**Records to use:**
┌──

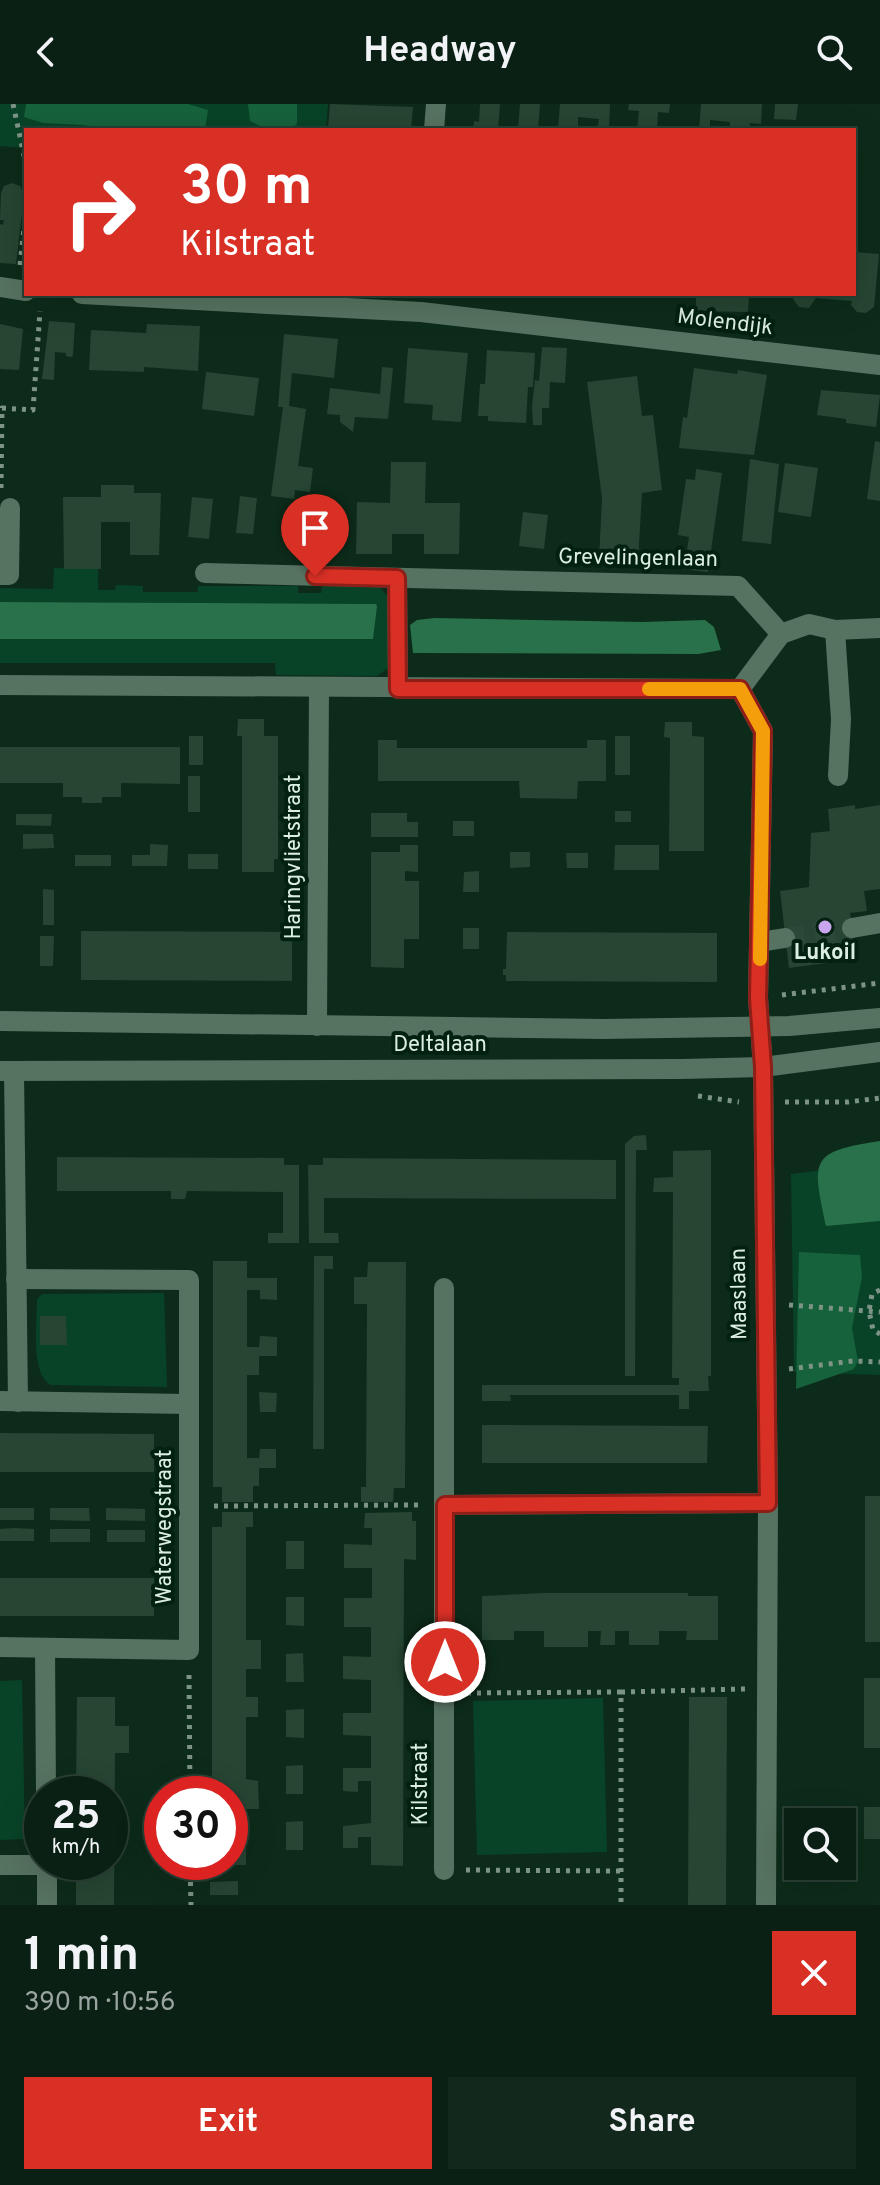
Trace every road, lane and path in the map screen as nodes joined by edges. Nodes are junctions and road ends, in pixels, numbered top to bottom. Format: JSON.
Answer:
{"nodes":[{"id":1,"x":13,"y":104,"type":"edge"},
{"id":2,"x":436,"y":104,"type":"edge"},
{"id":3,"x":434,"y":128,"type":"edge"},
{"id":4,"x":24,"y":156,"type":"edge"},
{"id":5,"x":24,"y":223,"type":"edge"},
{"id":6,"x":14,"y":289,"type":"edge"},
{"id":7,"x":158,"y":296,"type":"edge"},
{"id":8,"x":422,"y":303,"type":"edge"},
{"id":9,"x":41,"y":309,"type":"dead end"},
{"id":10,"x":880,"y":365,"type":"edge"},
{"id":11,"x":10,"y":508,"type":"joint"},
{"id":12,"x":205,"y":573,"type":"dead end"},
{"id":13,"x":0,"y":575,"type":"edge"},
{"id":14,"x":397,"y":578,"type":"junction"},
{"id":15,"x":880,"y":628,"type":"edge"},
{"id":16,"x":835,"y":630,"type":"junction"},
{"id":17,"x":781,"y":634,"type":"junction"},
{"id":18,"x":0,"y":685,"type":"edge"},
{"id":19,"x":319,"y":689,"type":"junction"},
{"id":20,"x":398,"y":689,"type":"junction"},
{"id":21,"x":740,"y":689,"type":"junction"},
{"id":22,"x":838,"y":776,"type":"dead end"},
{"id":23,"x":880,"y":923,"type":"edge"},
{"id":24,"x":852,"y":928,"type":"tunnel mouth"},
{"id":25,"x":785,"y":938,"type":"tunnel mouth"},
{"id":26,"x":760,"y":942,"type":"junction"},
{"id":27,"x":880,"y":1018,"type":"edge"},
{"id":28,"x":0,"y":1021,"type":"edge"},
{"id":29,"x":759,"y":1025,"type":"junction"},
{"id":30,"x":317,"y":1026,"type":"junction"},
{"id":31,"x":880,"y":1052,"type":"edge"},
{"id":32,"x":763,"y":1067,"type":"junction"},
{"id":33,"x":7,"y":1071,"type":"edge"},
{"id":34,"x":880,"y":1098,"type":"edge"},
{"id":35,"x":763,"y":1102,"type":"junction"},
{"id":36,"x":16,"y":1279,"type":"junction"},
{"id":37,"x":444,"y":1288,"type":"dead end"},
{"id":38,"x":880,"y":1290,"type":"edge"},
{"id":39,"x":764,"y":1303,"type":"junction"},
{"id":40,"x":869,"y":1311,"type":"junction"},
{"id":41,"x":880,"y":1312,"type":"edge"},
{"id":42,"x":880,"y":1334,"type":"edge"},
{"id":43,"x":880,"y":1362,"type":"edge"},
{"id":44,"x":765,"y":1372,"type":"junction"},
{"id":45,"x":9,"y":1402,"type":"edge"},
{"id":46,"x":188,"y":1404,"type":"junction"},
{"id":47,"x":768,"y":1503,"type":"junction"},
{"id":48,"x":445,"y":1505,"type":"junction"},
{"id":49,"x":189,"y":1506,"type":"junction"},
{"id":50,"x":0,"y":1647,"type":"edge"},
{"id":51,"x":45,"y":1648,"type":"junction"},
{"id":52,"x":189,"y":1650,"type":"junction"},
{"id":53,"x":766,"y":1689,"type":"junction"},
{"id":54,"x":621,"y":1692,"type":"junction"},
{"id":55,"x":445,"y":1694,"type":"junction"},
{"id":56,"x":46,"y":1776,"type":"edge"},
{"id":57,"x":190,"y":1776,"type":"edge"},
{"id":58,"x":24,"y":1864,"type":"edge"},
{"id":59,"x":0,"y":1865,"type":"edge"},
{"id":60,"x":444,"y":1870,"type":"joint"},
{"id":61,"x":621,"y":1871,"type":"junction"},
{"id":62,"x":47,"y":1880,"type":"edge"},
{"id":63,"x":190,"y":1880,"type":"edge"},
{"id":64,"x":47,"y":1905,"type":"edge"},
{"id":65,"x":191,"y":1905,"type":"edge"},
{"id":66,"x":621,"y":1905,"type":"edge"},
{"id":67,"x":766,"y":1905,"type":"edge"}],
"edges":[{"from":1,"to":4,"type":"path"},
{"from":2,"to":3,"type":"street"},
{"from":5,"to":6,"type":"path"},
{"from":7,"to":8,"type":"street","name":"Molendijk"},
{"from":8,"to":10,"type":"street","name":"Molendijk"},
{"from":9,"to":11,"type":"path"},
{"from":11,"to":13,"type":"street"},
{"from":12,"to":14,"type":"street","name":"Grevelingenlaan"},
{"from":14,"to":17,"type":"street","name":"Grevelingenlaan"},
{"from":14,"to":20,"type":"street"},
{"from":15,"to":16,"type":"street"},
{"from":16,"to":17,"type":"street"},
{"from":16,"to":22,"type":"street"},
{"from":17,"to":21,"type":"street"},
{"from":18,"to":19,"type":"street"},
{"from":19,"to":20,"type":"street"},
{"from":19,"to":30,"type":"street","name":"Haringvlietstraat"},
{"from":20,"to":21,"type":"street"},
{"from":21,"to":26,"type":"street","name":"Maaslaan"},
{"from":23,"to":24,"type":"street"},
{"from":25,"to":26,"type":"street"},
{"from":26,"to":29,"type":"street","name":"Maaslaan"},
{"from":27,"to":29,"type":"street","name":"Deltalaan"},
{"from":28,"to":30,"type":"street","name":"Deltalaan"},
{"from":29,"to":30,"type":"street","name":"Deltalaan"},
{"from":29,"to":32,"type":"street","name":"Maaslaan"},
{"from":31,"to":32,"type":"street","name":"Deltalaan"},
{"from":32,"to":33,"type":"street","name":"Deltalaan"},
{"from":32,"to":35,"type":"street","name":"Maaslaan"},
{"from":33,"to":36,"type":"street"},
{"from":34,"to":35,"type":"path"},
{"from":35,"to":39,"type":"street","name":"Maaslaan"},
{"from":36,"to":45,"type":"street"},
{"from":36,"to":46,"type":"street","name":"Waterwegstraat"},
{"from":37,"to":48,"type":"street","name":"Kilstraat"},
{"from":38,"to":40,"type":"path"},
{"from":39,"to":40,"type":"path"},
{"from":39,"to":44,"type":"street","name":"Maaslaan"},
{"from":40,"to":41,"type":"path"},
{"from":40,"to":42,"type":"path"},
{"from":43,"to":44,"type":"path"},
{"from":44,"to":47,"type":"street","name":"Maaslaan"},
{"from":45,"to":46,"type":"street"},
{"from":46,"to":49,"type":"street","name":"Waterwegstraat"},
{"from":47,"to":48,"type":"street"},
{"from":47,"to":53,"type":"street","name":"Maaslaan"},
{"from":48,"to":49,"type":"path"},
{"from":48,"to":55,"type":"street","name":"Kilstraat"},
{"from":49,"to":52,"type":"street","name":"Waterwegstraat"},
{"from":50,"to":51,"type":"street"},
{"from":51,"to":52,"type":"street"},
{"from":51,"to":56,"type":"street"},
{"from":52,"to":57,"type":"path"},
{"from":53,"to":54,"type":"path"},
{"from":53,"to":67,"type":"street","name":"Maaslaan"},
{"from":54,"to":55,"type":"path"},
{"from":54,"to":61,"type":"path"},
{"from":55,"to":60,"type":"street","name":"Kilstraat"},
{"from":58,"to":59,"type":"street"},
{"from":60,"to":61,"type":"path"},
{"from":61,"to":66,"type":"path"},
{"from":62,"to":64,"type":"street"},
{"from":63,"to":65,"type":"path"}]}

└──
┌──

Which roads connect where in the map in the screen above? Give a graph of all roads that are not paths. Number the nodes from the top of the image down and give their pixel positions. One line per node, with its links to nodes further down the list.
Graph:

└──

**Problem:** A copy of each line above that holds the word "screen" is the expected answer.

**Result:**
Trace every road, lane and path in the map screen as nodes joined by edges. Nodes are junctions and road ends, in pixels, numbered top to bottom. Format: JSON.
Which roads connect where in the map in the screen above? Give a graph of all roads that are not paths. Number the nodes from the top of the image down and give their pixel positions. One line per node, with its links to nodes further down the list.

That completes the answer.